** RECORDS FOR PROCESSING follows **

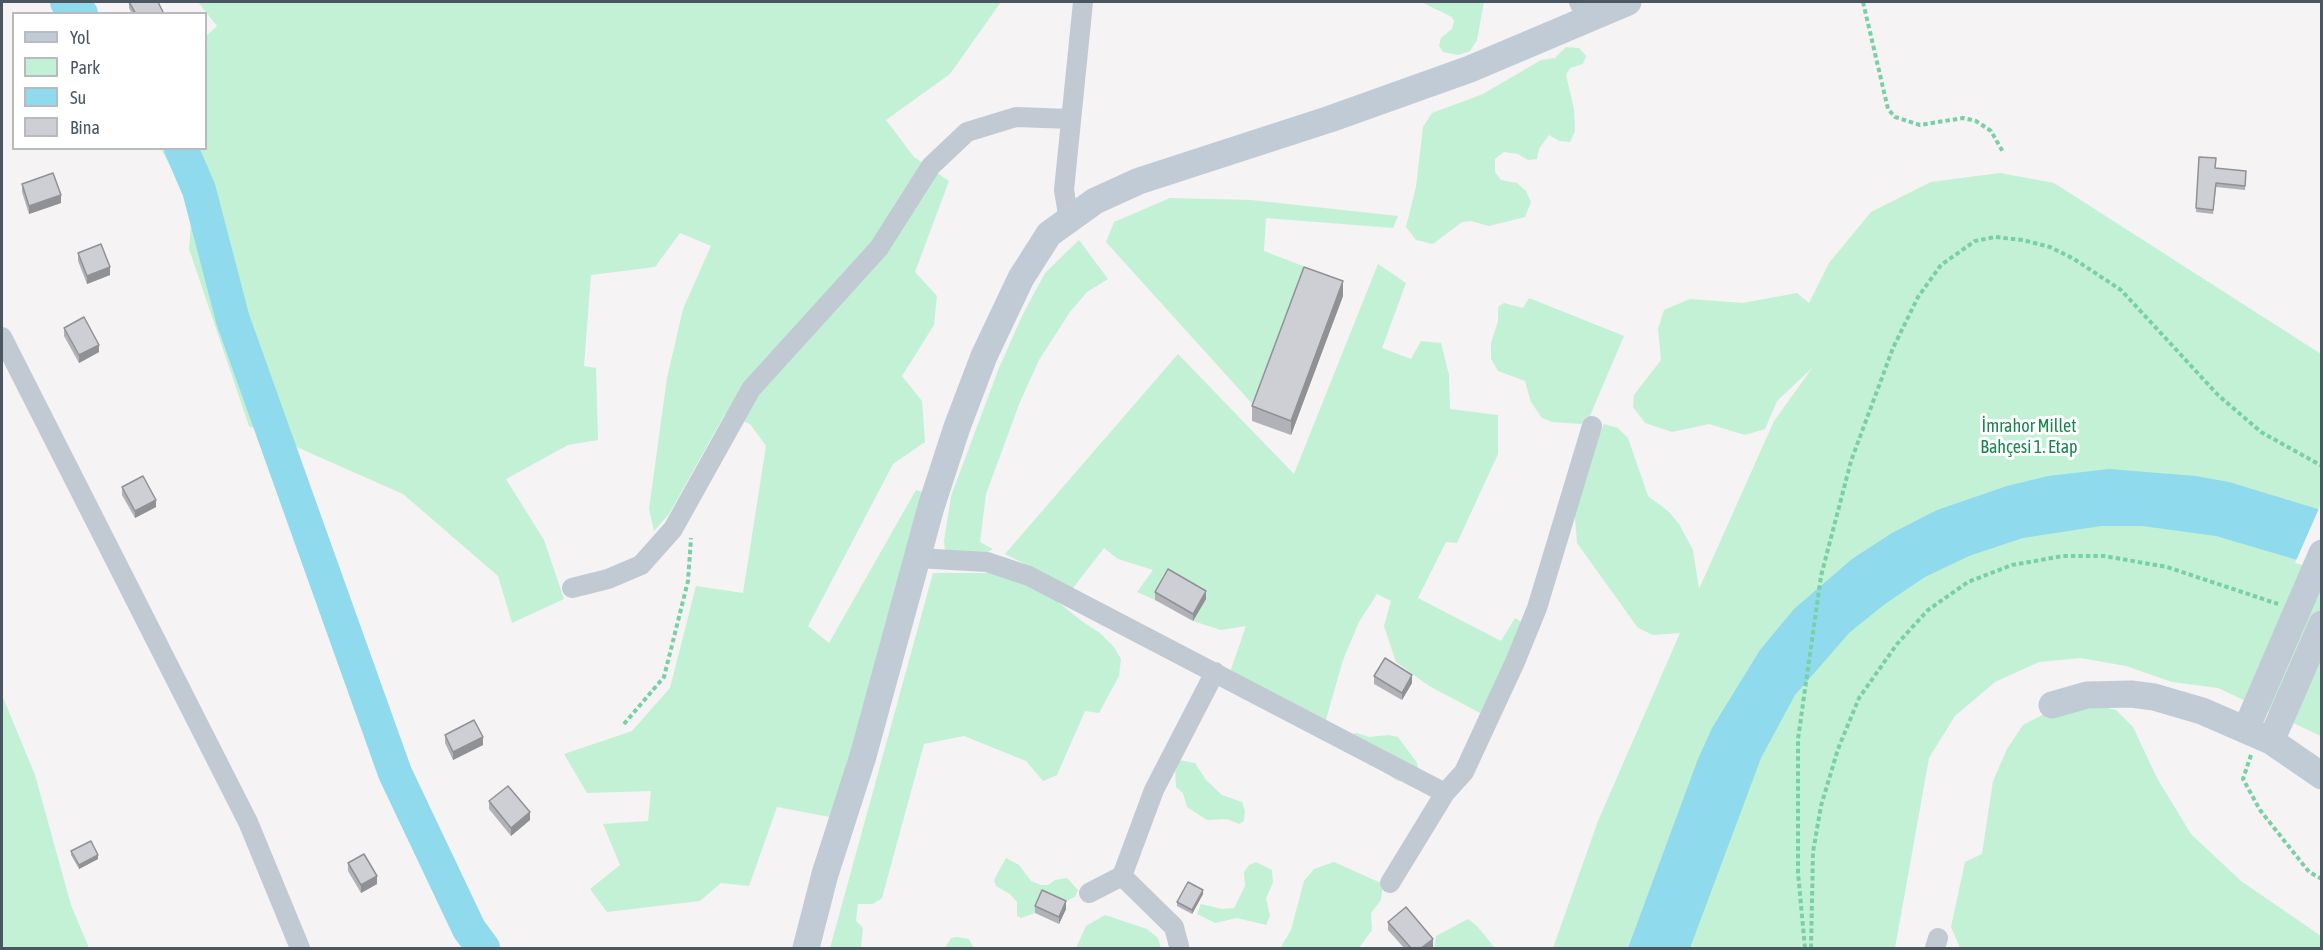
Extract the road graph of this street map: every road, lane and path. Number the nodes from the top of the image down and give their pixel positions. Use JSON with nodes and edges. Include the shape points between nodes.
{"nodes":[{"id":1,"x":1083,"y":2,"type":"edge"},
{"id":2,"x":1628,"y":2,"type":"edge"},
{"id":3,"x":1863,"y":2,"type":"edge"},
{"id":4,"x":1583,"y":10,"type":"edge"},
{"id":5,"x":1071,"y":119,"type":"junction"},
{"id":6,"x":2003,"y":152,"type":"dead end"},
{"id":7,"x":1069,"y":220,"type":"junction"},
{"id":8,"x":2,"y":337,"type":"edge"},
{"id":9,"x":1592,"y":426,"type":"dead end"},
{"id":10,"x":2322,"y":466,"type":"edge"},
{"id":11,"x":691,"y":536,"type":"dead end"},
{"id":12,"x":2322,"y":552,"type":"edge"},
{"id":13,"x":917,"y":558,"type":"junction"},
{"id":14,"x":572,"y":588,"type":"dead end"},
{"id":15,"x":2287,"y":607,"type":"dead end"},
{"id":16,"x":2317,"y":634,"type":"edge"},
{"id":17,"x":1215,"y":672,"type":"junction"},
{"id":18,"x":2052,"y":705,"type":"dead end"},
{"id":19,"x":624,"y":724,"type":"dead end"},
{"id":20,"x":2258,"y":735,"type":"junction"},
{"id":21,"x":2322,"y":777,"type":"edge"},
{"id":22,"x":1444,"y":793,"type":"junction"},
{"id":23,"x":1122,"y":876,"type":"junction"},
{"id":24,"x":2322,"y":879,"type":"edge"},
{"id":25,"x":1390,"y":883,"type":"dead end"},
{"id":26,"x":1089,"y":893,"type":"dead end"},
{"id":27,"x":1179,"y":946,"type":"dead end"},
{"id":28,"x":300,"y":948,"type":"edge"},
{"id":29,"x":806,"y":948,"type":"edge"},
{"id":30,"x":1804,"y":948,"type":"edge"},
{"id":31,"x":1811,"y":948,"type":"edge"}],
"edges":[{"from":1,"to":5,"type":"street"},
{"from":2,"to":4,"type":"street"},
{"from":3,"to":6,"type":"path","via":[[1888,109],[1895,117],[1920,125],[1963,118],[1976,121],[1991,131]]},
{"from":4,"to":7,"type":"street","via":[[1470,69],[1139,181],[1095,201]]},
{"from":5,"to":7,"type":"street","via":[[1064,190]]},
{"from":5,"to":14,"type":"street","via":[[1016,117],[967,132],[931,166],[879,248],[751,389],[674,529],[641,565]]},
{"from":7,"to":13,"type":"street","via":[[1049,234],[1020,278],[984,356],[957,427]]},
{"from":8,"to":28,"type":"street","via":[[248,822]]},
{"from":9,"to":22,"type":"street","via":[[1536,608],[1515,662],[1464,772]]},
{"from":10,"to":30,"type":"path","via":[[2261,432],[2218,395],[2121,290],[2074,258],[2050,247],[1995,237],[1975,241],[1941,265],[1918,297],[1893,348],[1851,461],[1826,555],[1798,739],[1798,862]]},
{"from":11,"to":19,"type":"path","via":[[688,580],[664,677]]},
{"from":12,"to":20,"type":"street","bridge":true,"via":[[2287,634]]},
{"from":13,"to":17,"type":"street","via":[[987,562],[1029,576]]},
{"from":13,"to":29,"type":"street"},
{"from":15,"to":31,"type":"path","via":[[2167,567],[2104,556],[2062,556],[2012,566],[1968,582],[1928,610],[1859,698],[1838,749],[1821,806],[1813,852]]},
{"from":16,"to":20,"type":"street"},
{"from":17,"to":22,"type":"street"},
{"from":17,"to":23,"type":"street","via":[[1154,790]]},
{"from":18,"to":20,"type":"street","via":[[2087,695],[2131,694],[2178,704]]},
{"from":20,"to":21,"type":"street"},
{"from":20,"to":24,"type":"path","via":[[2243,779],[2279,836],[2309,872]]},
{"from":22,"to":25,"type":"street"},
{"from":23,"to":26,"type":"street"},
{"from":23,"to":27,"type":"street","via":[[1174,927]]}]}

** End of RECORDS FOR PROCESSING **

| WHAT YOU NEED TO DO |
Report only how many lines in the records contain the word "edges".

| PROBLEM SOLUTION |
2